图4. circAGFG1促进体内TNBC细胞的肿瘤发生及血管生成和转移。

a：异种移植瘤，每组3个；b：统计数据显示肿瘤重量；c：异种移植肿瘤的生长曲线；d和e：对肿瘤和肺组织进行切片和HE染色展示了肿瘤的微血管和肺的转移性结节；f：WB检测CCNE1蛋白表达水平；g：IHC检测细胞周期分子蛋白表达水平。

图5. circAGFG1作为miR-195-5p的海绵起作用。

a：由targetScan和miRanda预测的circAGFG1上的miR-195-5p结合位点；b和c：FISH检测观察细胞中circAGFG1（红色）和miR-195-5p（绿色）的定位；d：通过qRT-PCR测定miR-195-5p在TNBC组织和邻近癌旁组织中的相对表达；e：采用TCGA数据分析，与对照组织相比TNBC组织中miR-195-5p的相对表达；f基于TCGA数据分析总生存率的Kaplan-Meier生存曲线（n = 100）。g：circAGFG1-WT和circAGFG1-Mut荧光素酶报告载体示意图。h：分别用circAGFG1-WT或circAGFG1-Mut和miR-195-5p mimic或miR-NC转染293T细胞后检测相对荧光素酶活性；i和j：miR-195-5p mimic或miR-NC转染MDA-MB-231细胞后，开展anti-AGO2 RIP实验及WB和qRT-PCR实验分别检测AGO2蛋白，circAGFG1和miR-195-5p表达；K：在MDA-MB-231细胞中进行RNA pull down实验及qRT-PCR检测circAGFG1和miR-195-5p的富集水平；l：qRT-PCR检测转染质粒的MDA-MB-231细胞中miR-195-5p的相对表达；m：TNBC组织中circAGFG1和miR-195-5p表达的Pearson相关性分析。

图6. miR-195-5p直接靶向CCNE1基因，这一过程受circAGFG1表达水平的调节。

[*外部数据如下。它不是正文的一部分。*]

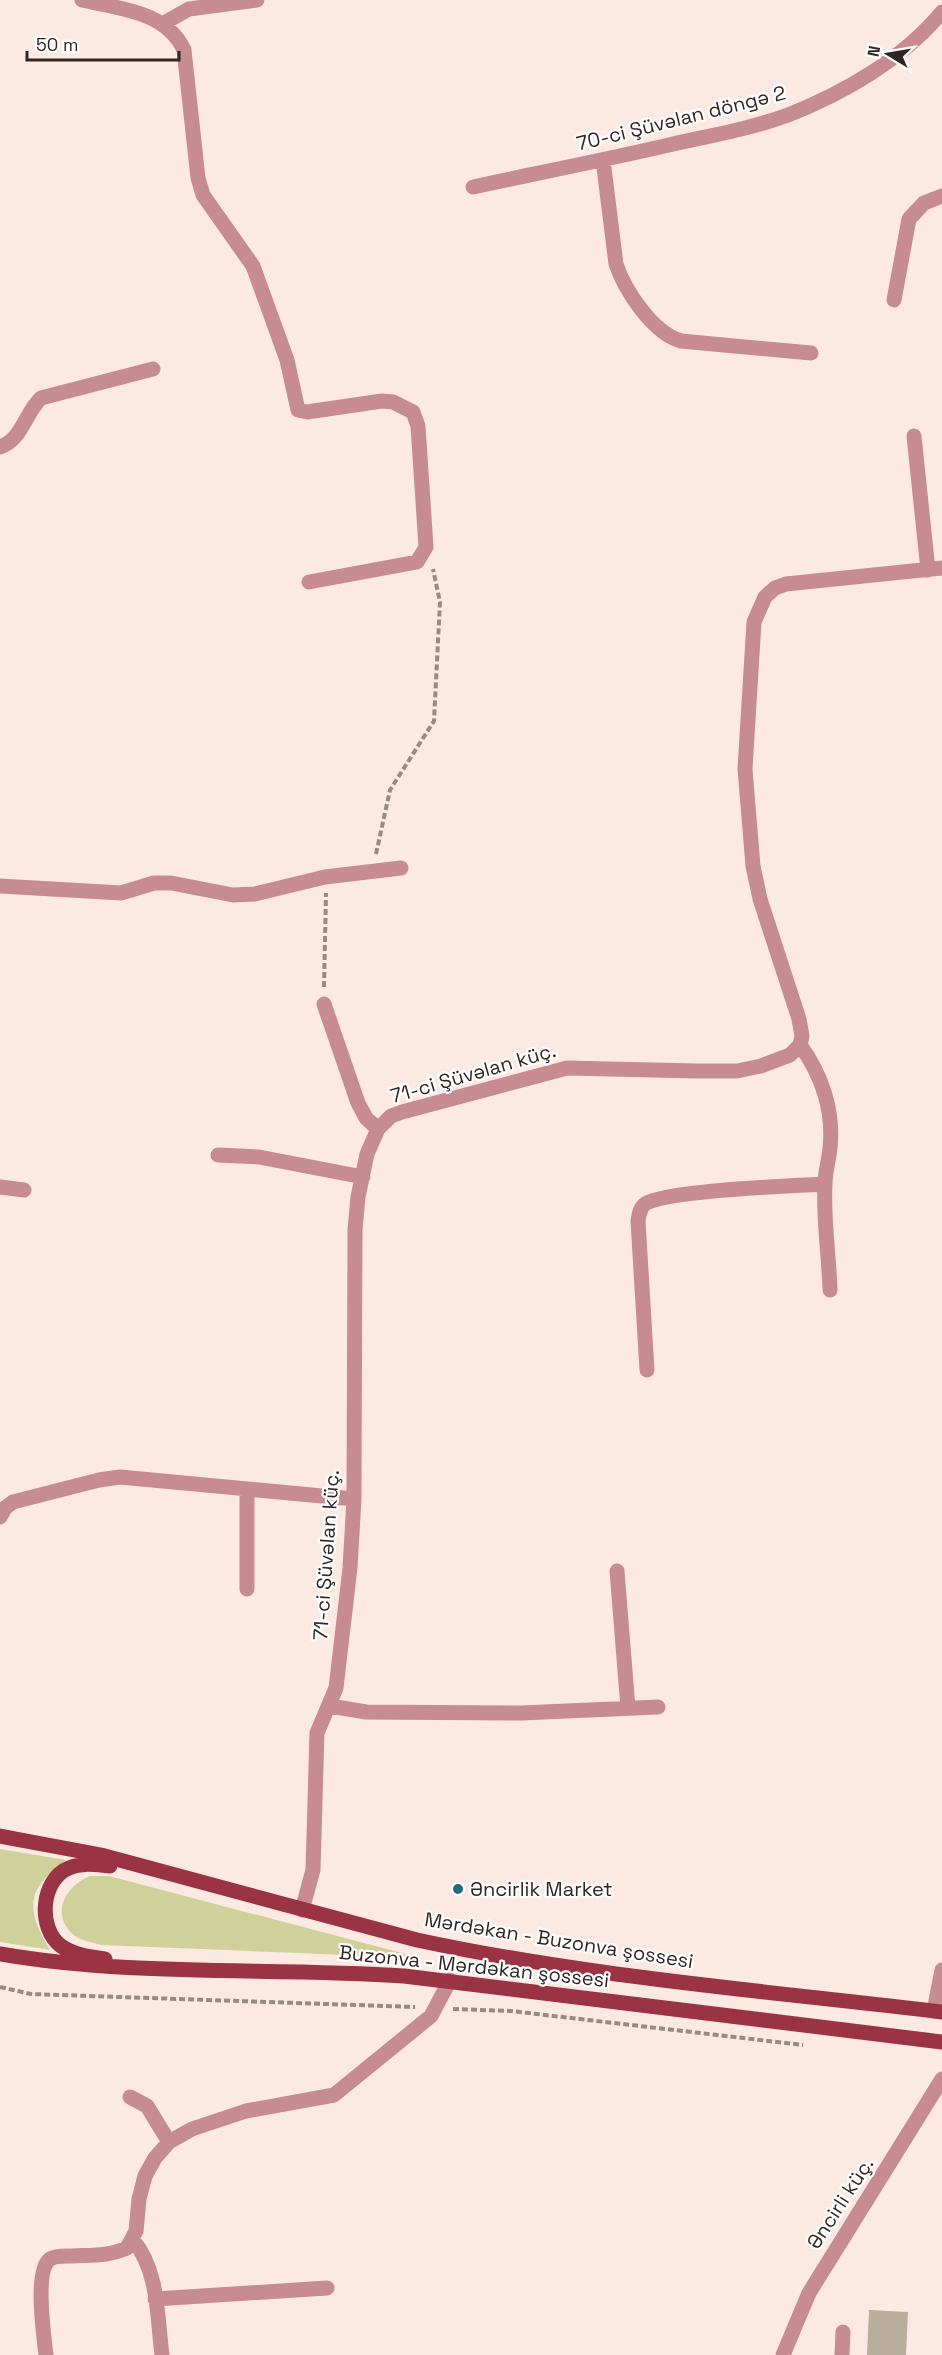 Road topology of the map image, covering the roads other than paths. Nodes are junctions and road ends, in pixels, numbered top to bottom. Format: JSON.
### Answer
{"nodes":[{"id":1,"x":82,"y":0,"type":"edge"},
{"id":2,"x":257,"y":0,"type":"edge"},
{"id":3,"x":101,"y":2,"type":"edge"},
{"id":4,"x":942,"y":12,"type":"edge"},
{"id":5,"x":164,"y":23,"type":"junction"},
{"id":6,"x":603,"y":160,"type":"junction"},
{"id":7,"x":473,"y":187,"type":"dead end"},
{"id":8,"x":942,"y":196,"type":"edge"},
{"id":9,"x":894,"y":300,"type":"dead end"},
{"id":10,"x":811,"y":353,"type":"dead end"},
{"id":11,"x":153,"y":369,"type":"dead end"},
{"id":12,"x":914,"y":435,"type":"dead end"},
{"id":13,"x":0,"y":447,"type":"edge"},
{"id":14,"x":935,"y":569,"type":"edge"},
{"id":15,"x":309,"y":582,"type":"dead end"},
{"id":16,"x":401,"y":868,"type":"dead end"},
{"id":17,"x":0,"y":886,"type":"edge"},
{"id":18,"x":324,"y":1004,"type":"road end"},
{"id":19,"x":800,"y":1045,"type":"junction"},
{"id":20,"x":378,"y":1129,"type":"junction"},
{"id":21,"x":218,"y":1155,"type":"dead end"},
{"id":22,"x":363,"y":1177,"type":"junction"},
{"id":23,"x":825,"y":1184,"type":"junction"},
{"id":24,"x":0,"y":1187,"type":"edge"},
{"id":25,"x":24,"y":1190,"type":"dead end"},
{"id":26,"x":830,"y":1290,"type":"dead end"},
{"id":27,"x":647,"y":1370,"type":"dead end"},
{"id":28,"x":247,"y":1489,"type":"junction"},
{"id":29,"x":354,"y":1499,"type":"junction"},
{"id":30,"x":0,"y":1517,"type":"edge"},
{"id":31,"x":617,"y":1571,"type":"dead end"},
{"id":32,"x":248,"y":1589,"type":"dead end"},
{"id":33,"x":330,"y":1706,"type":"junction"},
{"id":34,"x":657,"y":1707,"type":"dead end"},
{"id":35,"x":628,"y":1708,"type":"junction"},
{"id":36,"x":0,"y":1836,"type":"edge"},
{"id":37,"x":188,"y":1877,"type":"junction"},
{"id":38,"x":302,"y":1910,"type":"junction"},
{"id":39,"x":0,"y":1954,"type":"edge"},
{"id":40,"x":942,"y":1970,"type":"edge"},
{"id":41,"x":168,"y":1971,"type":"junction"},
{"id":42,"x":450,"y":1980,"type":"junction"},
{"id":43,"x":938,"y":2011,"type":"edge"},
{"id":44,"x":942,"y":2042,"type":"edge"},
{"id":45,"x":942,"y":2079,"type":"edge"},
{"id":46,"x":130,"y":2097,"type":"dead end"},
{"id":47,"x":169,"y":2142,"type":"junction"},
{"id":48,"x":133,"y":2240,"type":"junction"},
{"id":49,"x":327,"y":2288,"type":"dead end"},
{"id":50,"x":155,"y":2299,"type":"junction"},
{"id":51,"x":843,"y":2332,"type":"dead end"},
{"id":52,"x":46,"y":2355,"type":"edge"},
{"id":53,"x":162,"y":2355,"type":"edge"},
{"id":54,"x":783,"y":2355,"type":"edge"},
{"id":55,"x":842,"y":2355,"type":"edge"}],
"edges":[{"from":1,"to":3,"type":"street"},
{"from":2,"to":5,"type":"street"},
{"from":3,"to":5,"type":"street"},
{"from":4,"to":6,"type":"street","name":"70-ci Şüvəlan döngə 2"},
{"from":5,"to":15,"type":"street"},
{"from":6,"to":7,"type":"street","name":"70-ci Şüvəlan döngə 2"},
{"from":6,"to":10,"type":"street"},
{"from":8,"to":9,"type":"street"},
{"from":11,"to":13,"type":"street"},
{"from":12,"to":14,"type":"street"},
{"from":14,"to":19,"type":"street"},
{"from":16,"to":17,"type":"street"},
{"from":18,"to":20,"type":"street"},
{"from":19,"to":20,"type":"street","name":"71-ci Şüvəlan küç."},
{"from":19,"to":23,"type":"street"},
{"from":20,"to":22,"type":"street","name":"71-ci Şüvəlan küç."},
{"from":21,"to":22,"type":"street"},
{"from":22,"to":29,"type":"street","name":"71-ci Şüvəlan küç."},
{"from":23,"to":26,"type":"street"},
{"from":23,"to":27,"type":"street"},
{"from":24,"to":25,"type":"street"},
{"from":28,"to":29,"type":"street"},
{"from":28,"to":30,"type":"street"},
{"from":28,"to":32,"type":"street"},
{"from":29,"to":33,"type":"street","name":"71-ci Şüvəlan küç."},
{"from":31,"to":35,"type":"street"},
{"from":33,"to":35,"type":"street"},
{"from":33,"to":38,"type":"street","name":"71-ci Şüvəlan küç."},
{"from":34,"to":35,"type":"street"},
{"from":36,"to":37,"type":"main road","name":"Mərdəkan - Buzonva şossesi"},
{"from":37,"to":38,"type":"main road","name":"Mərdəkan - Buzonva şossesi"},
{"from":37,"to":41,"type":"main road"},
{"from":38,"to":43,"type":"main road","name":"Mərdəkan - Buzonva şossesi"},
{"from":39,"to":41,"type":"main road","name":"Buzonva - Mərdəkan şossesi"},
{"from":40,"to":43,"type":"street"},
{"from":41,"to":42,"type":"main road","name":"Buzonva - Mərdəkan şossesi"},
{"from":42,"to":44,"type":"main road","name":"Buzonva - Mərdəkan şossesi"},
{"from":42,"to":47,"type":"street"},
{"from":45,"to":54,"type":"street","name":"Əncirli küç."},
{"from":46,"to":47,"type":"street"},
{"from":47,"to":48,"type":"street"},
{"from":48,"to":50,"type":"street"},
{"from":48,"to":52,"type":"street"},
{"from":49,"to":50,"type":"street"},
{"from":50,"to":53,"type":"street"},
{"from":51,"to":55,"type":"street"}]}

a：CCNE1 3'UTR-WT，3'UTR-Mut和CCNE1的荧光素酶报告载体示意图；b：分别转染CCNE1 3'UTR-WT或CCNE1 3'UTR-Mut和miR-195-5pmimic或miR-NC后，在293 T细胞中检测相对荧光素酶活性；c和d：分别转染miR-NC，miR-195-5p，ihn-NC和inh-195-5p后，检测细胞中CCNE1的相对mRNA和蛋白质水平；e和f：qRT-PCR检测转染了circAGFG1，mock，shNC，sh-circ和miR-195-5p或inh-195-5p的细胞中CCNE1的相对表达水平。

图7. circAGFG1通过circAGFG1 / miR-195-5p / CCNE1信号途径促进细胞增殖和侵袭。

本研究发现circAGFG1在在三阴性乳腺肿瘤中高水平表达，并揭示了circAGFG1作为miR-195-5p的sponge减轻miR-195-5p对其靶基因CCNE1的抑制作用进而促进TNBC进程的分子机制。因此，circAGFG1可作为治疗TNBC患者的新诊断标志物或靶点，具有潜在的临床应用价值。